Casualties and losses
- Unknown: Heavy (per Nigeria)

= Battle of Gwoza (2015) =

Between 24 and 27 March 2015, Nigerian and allied forces recaptured Gwoza from Boko Haram, which had recently pledged allegiance to the Islamic State and became the Islamic State – West Africa Province. Several months prior, after the fall of the city to Boko Haram, Abubakar Shekau declared an Islamic caliphate from Gwoza.

== Background ==
Boko Haram emerged in 2009 as a jihadist social and political movement in a failed rebellion in northeast Nigeria. Throughout the following years, Abubakar Shekau unified militant Islamist groups in the region and continued to foment the rebellion against the Nigerian government, conducting terrorist attacks and bombings in cities and communities across the region.
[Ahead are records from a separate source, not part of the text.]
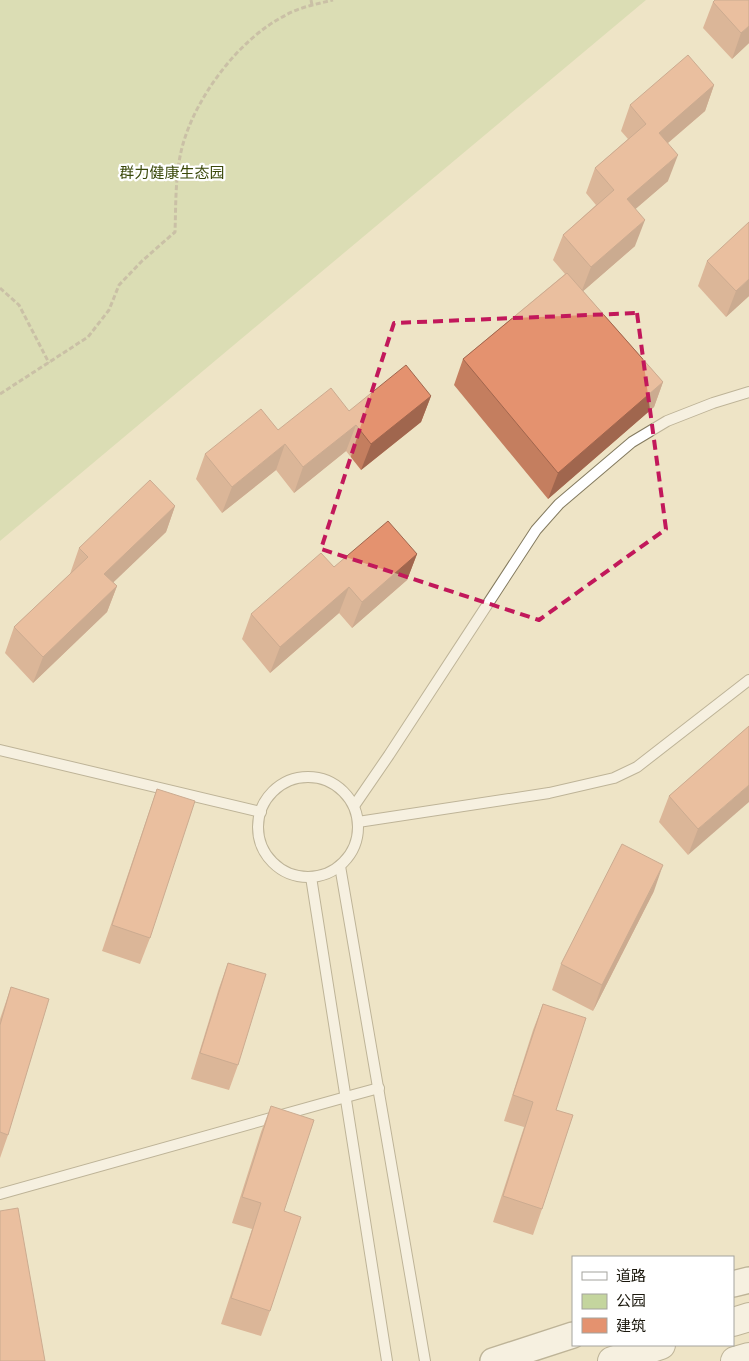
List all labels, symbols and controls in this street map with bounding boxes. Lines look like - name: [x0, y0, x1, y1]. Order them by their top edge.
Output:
- park label: 群力健康生态园: [119, 162, 225, 182]
- legend: [572, 1256, 734, 1346]
- text: 道路: [616, 1265, 646, 1285]
- text: 公园: [616, 1290, 646, 1310]
- text: 建筑: [616, 1315, 646, 1335]

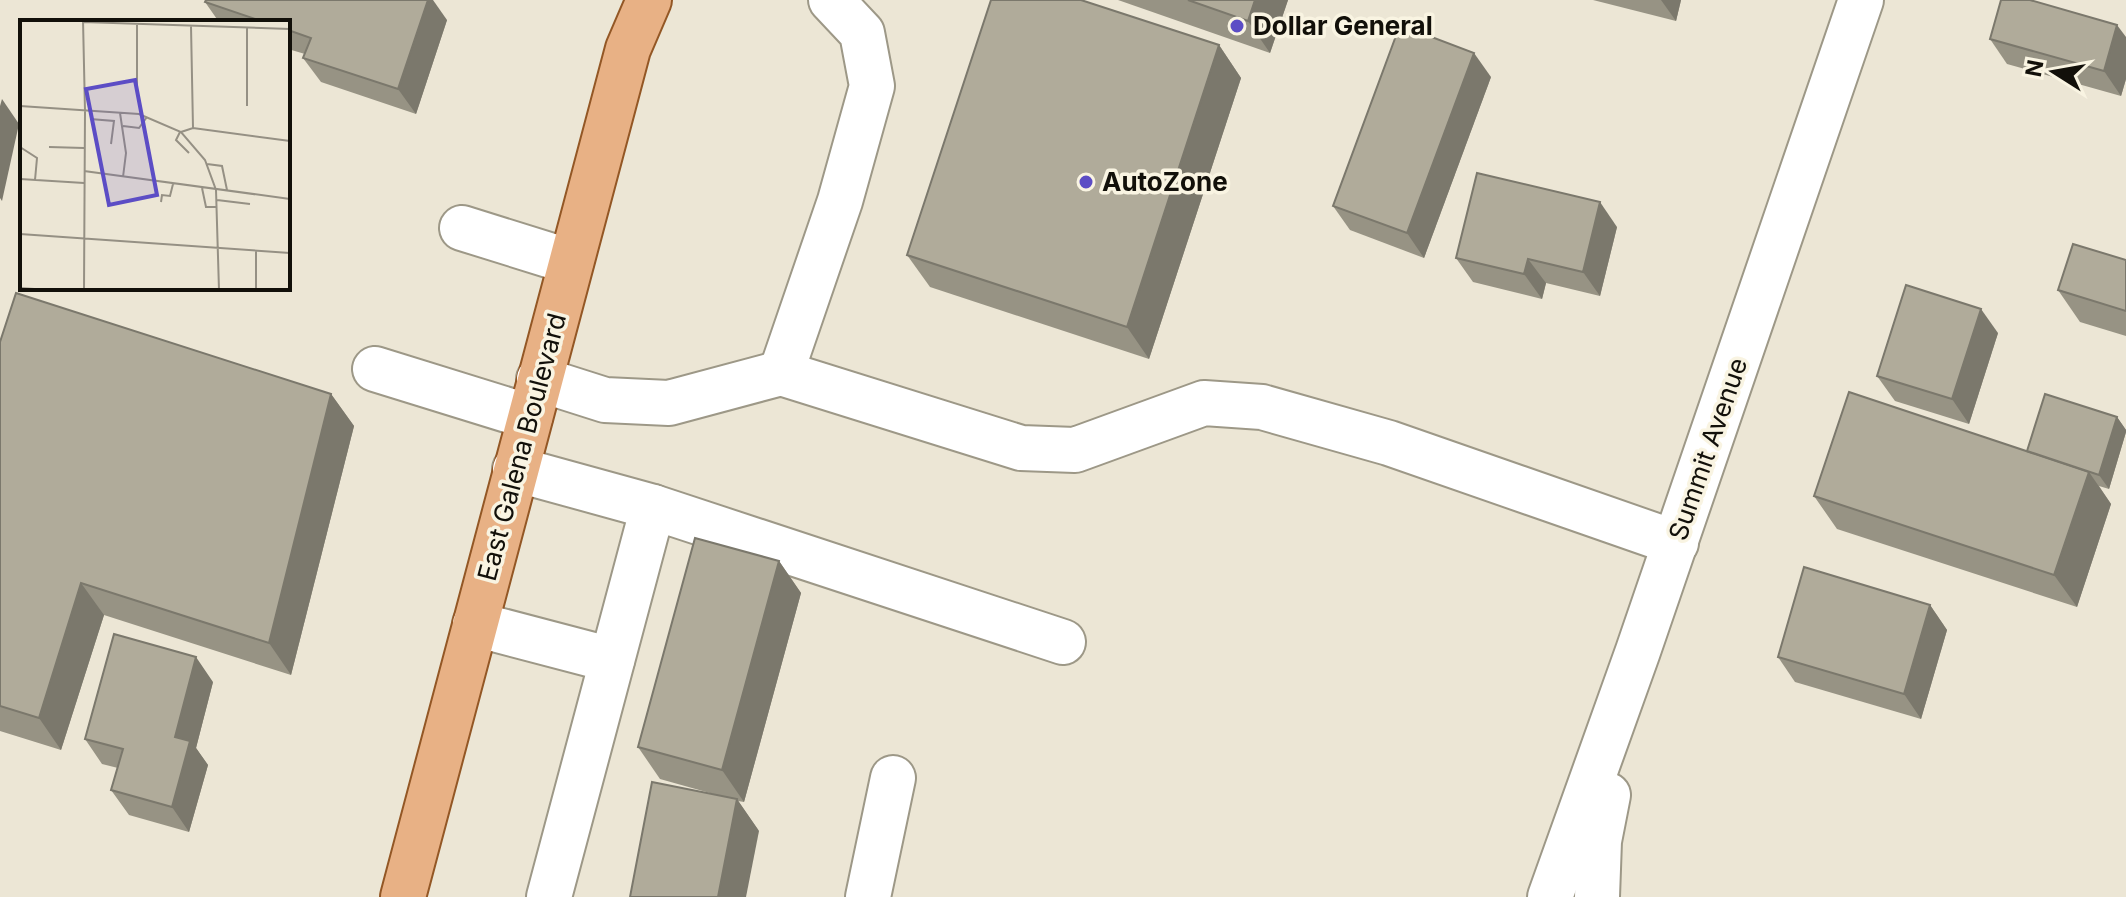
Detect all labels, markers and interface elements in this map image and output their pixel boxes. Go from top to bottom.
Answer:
place label: Dollar General [1253,10,1433,41]
marker: Dollar General [1228,17,1246,35]
inset map [20,20,290,290]
north arrow [2014,32,2094,112]
text: N [2020,57,2049,79]
place label: AutoZone [1102,166,1228,197]
marker: AutoZone [1077,173,1095,191]
street label: East Galena Boulevard [471,310,572,584]
street label: Summit Avenue [1662,353,1753,544]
On 6 August 2014, Boko Haram stormed Gwoza and massacred 600 civilians in the city. The city became the de facto capital of Boko Haram between August 2014 and March 2015, and amid the 2015 West African offensive, was one of the last strongholds of Boko Haram in northeastern Nigeria. Between November 2014 and February 2015, more than 1,500 women and children were abducted by Boko Haram from Gwoza LGA. Many civilians were tortured and detained in makeshift prisons under Boko Haram control.
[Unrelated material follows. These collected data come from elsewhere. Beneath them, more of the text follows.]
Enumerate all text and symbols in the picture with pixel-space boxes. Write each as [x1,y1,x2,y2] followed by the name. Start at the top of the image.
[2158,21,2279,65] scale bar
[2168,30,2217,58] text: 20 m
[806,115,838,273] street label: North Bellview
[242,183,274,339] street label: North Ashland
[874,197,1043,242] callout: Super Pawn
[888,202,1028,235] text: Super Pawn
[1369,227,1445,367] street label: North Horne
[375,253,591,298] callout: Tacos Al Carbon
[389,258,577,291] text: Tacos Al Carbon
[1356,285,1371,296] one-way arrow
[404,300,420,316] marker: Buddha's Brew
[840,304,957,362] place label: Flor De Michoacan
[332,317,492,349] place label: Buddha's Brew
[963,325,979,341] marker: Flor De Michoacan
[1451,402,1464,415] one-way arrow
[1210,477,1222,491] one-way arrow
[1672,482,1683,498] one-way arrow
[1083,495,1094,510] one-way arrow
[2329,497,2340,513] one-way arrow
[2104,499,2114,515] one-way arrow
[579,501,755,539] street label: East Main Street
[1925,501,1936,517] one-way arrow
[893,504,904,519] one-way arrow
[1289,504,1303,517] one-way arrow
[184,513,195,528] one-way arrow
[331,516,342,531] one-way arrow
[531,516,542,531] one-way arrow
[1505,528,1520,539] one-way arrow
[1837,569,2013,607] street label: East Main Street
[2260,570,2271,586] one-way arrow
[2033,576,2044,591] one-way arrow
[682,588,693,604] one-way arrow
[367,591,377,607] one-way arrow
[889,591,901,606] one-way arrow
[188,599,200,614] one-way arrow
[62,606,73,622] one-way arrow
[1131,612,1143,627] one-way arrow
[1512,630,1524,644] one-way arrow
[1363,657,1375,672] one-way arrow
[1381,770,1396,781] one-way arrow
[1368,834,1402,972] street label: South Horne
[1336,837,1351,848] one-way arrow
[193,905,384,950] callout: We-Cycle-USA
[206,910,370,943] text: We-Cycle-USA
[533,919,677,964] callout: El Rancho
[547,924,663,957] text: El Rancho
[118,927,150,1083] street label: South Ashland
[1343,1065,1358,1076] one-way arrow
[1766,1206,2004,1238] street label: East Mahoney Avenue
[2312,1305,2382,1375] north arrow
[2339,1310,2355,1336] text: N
On 25 August 2015, Abubakar Shekau speaking in Gwoza declared an Islamic caliphate in northeast Nigeria. Boko Haram pledged allegiance to the Islamic State on 7 March, becoming the Islamic State – West Africa Province (ISWAP).

== Battle ==
At the start of March 2015, amid losses to Nigerian and allied forces in Dikwa, Damasak, and Gamboru Ngala, ISWAP began rounding up and slaughtering civilians in Gwoza. At least 75 people were killed in this first massacre. Many of the fighters who perpetrated this massacre were gathered from surrounding villages, and anybody who didn't fight was shot. As Nigerian forces got closer to Gwoza, Shekau gave an order on 15 March to massacre all of the women in the city, including pregnant women. According to a former ISWAP fighter present at the massacre, Shekau said if the fighters didn't massacre the women the fighters wouldn't find them in jannah.
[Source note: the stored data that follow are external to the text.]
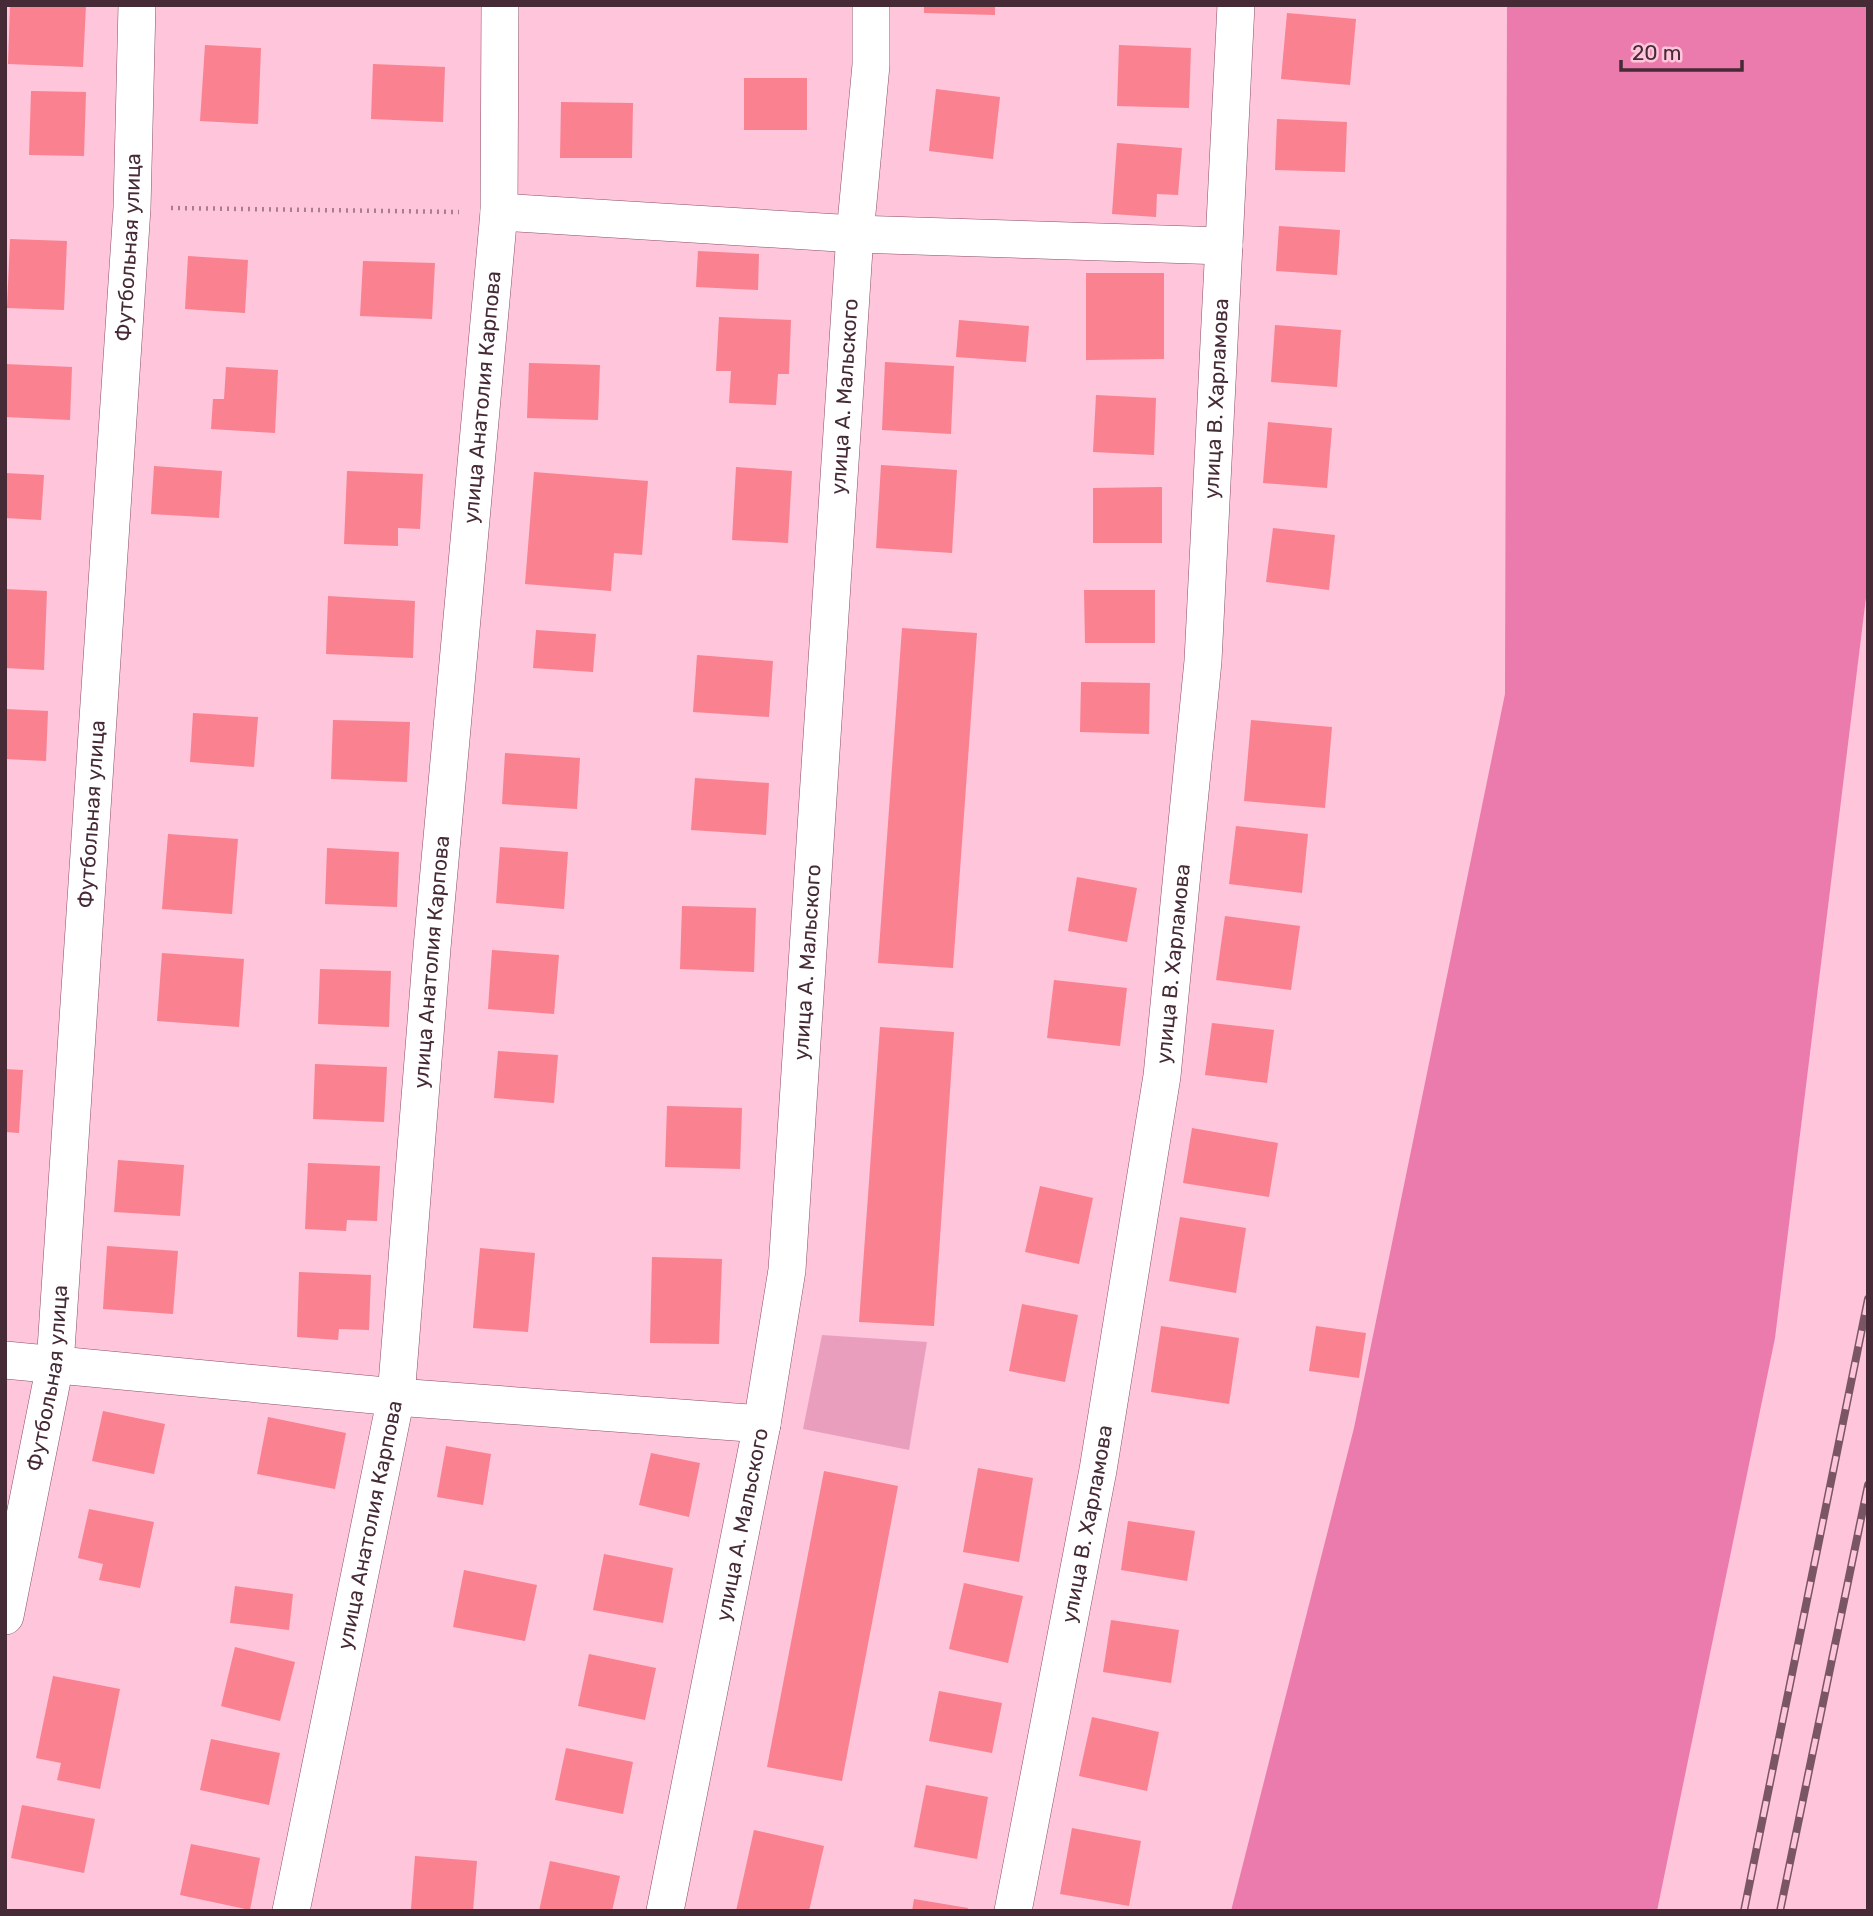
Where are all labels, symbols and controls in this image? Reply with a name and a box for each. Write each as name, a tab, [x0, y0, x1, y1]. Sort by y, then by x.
scale bar	[1621, 28, 1742, 72]
text: 20 m	[1632, 40, 1681, 65]
street label: Футбольная улица	[110, 153, 145, 342]
street label: улица Анатолия Карпова	[458, 270, 506, 525]
street label: улица А. Мальского	[825, 298, 863, 495]
street label: улица В. Харламова	[1198, 298, 1233, 500]
street label: Футбольная улица	[72, 719, 110, 909]
street label: улица Анатолия Карпова	[408, 834, 454, 1089]
street label: улица А. Мальского	[788, 863, 826, 1061]
street label: улица В. Харламова	[1150, 863, 1195, 1065]
street label: Футбольная улица	[21, 1284, 72, 1473]
street label: улица Анатолия Карпова	[332, 1398, 407, 1652]
street label: улица В. Харламова	[1056, 1423, 1117, 1625]
street label: улица А. Мальского	[710, 1426, 773, 1623]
After bombarding the city for several days, Nigerian forces launched an offensive on Gwoza on 24 March. Two towns near Gwoza, Limakara and Pulka, were quickly taken. On 27 March, the Nigerian Army announced it had fully recaptured Gwoza and killed a lot of jihadists. The city was filled with corpses of civilians and fighters killed in the carnage for weeks after the massacre and battle.